This then causes massive memory corruption that is particularly noticable
when the syzbot test[2] is run. The test boils down to:
out = creat(argv[1], 0666);
ftruncate(out, 0x800);
lseek(out, 0x200, SEEK_SET);
in = open(argv[1], O_RDONLY | O_DIRECT | O_NOFOLLOW);
sendfile(out, in, NULL, 0x1dd00);
run repeatedly in parallel. What I think is happening is that ftruncate()
occasionally shortens the DIO read that's about to be made by sendfile's
splice core by reducing i_size.
Fix this by replacing the use of an ITER_PIPE iterator with an ITER_BVEC
iterator for which reversion won't free the buffers. Bulk allocate all the
buffers we think we're going to use in advance, do the read synchronously
and only then trim the buffer down. The pages we did use get pushed into
the pipe.
This is more efficient by virtue of doing a bulk page allocation, but
slightly less efficient by ignoring any partial page in the pipe.
Note that this removes the only user of ITER_PIPE.
Fixes: 920756a3306a ("block: Convert bio_iov_iter_get_pages to use iov_iter_extract_pages")
Reported-by: syzbot+a440341a59e3b7142895@syzkaller.appspotmail.com
Signed-off-by: David Howells <dhowells@redhat.com>
cc: Jens Axboe <axboe@kernel.dk>
cc: Christoph Hellwig <hch@lst.de>
cc: Al Viro <viro@zeniv.linux.org.uk>
cc: David Hildenbrand <david@redhat.com>
cc: John Hubbard <jhubbard@nvidia.com>
cc: linux-mm@kvack.org
cc: linux-block@vger.kernel.org
cc: linux-fsdevel@vger.kernel.org
Link: https://lore.kernel.org/r/20230207094731.1390-1-hdanton@sina.com/ [1]
Link: https://lore.kernel.org/r/000000000000b0b3c005f3a09383@google.com/ [2]
---
fs/splice.c | 76 +++++++++++++++++++++++++++++++++++++++++++++++------
1 file changed, 68 insertions(+), 8 deletions(-)
Comments
Subject nitpick: this does not ouch iomap at all. > Fix this by replacing the use of an ITER_PIPE iterator with an ITER_BVEC > iterator for which reversion won't free the buffers. Bulk allocate all the > buffers we think we're going to use in advance, do the read synchronously > and only then trim the buffer down.
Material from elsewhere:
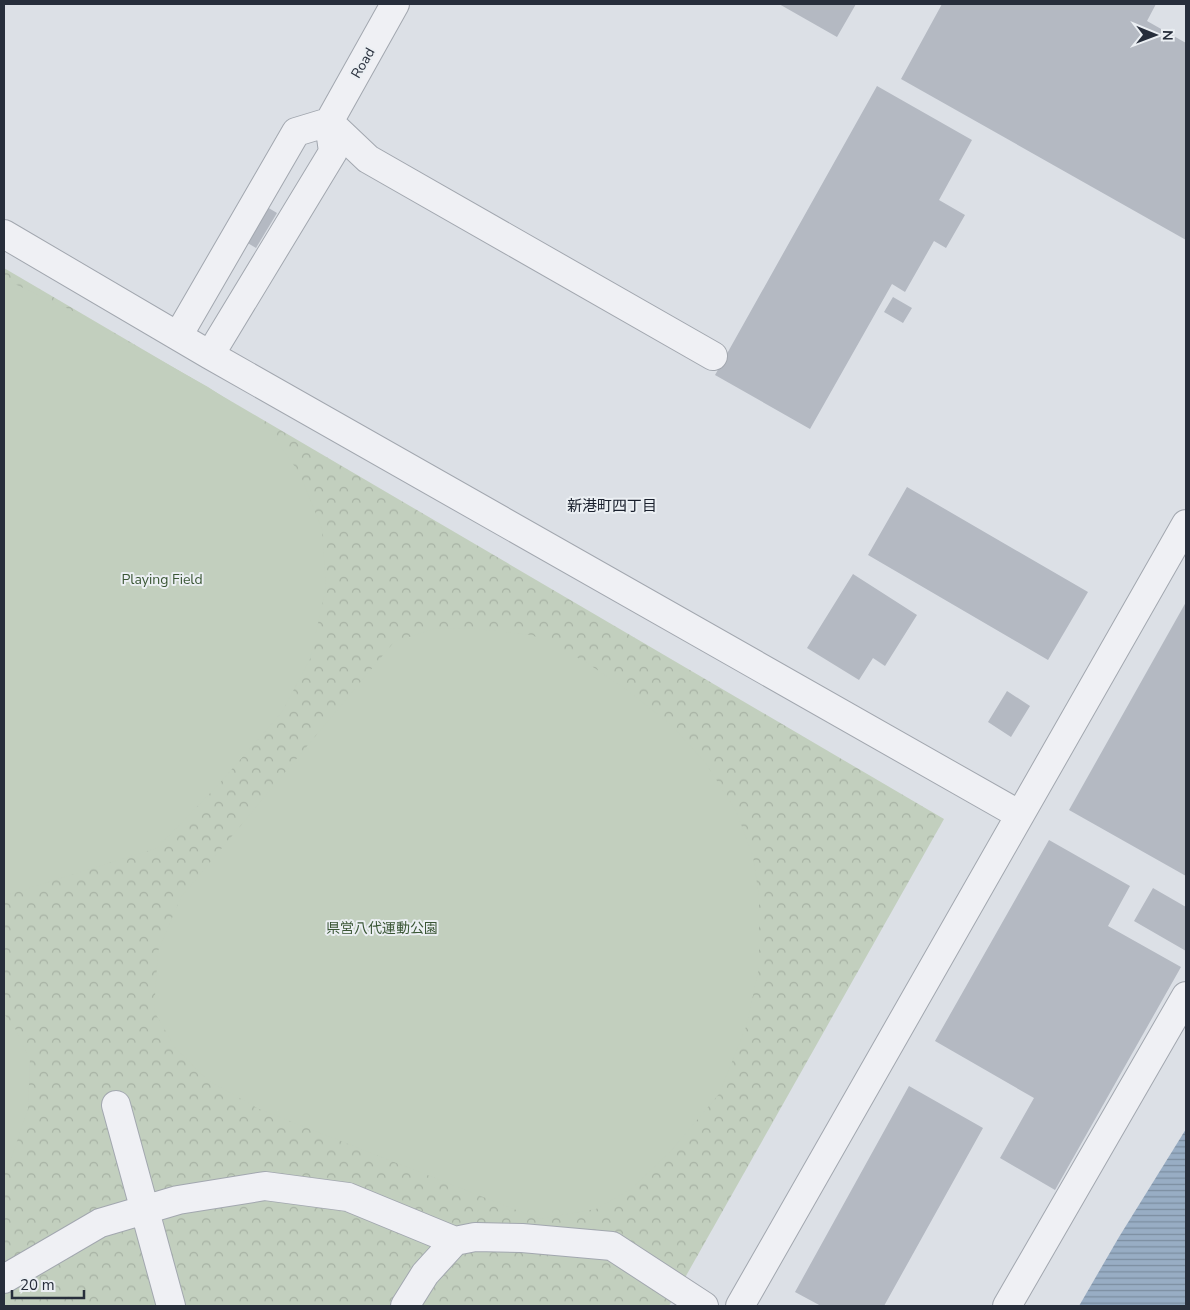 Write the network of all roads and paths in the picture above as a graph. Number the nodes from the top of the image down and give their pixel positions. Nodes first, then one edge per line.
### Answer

The pages we did use get pushed into > the pipe. > > This is more efficient by virtue of doing a bulk page allocation, but > slightly less efficient by ignoring any partial page in the pipe. For the usual case of a buffered read into the iter, this completely changes the semantics: - before the pagecache pages just grew a new reference and were added to the pipe buffer, and I/O was done without an extra copy - with this patch you always allocate an extra set of pages for the pipe and copy to it So I very much doubt this makes anything more efficient, and I don't think we can just do it. We'll have to fix reverting of pipe buffers, just as I already pointed out in your cifs series that tries to play the same game.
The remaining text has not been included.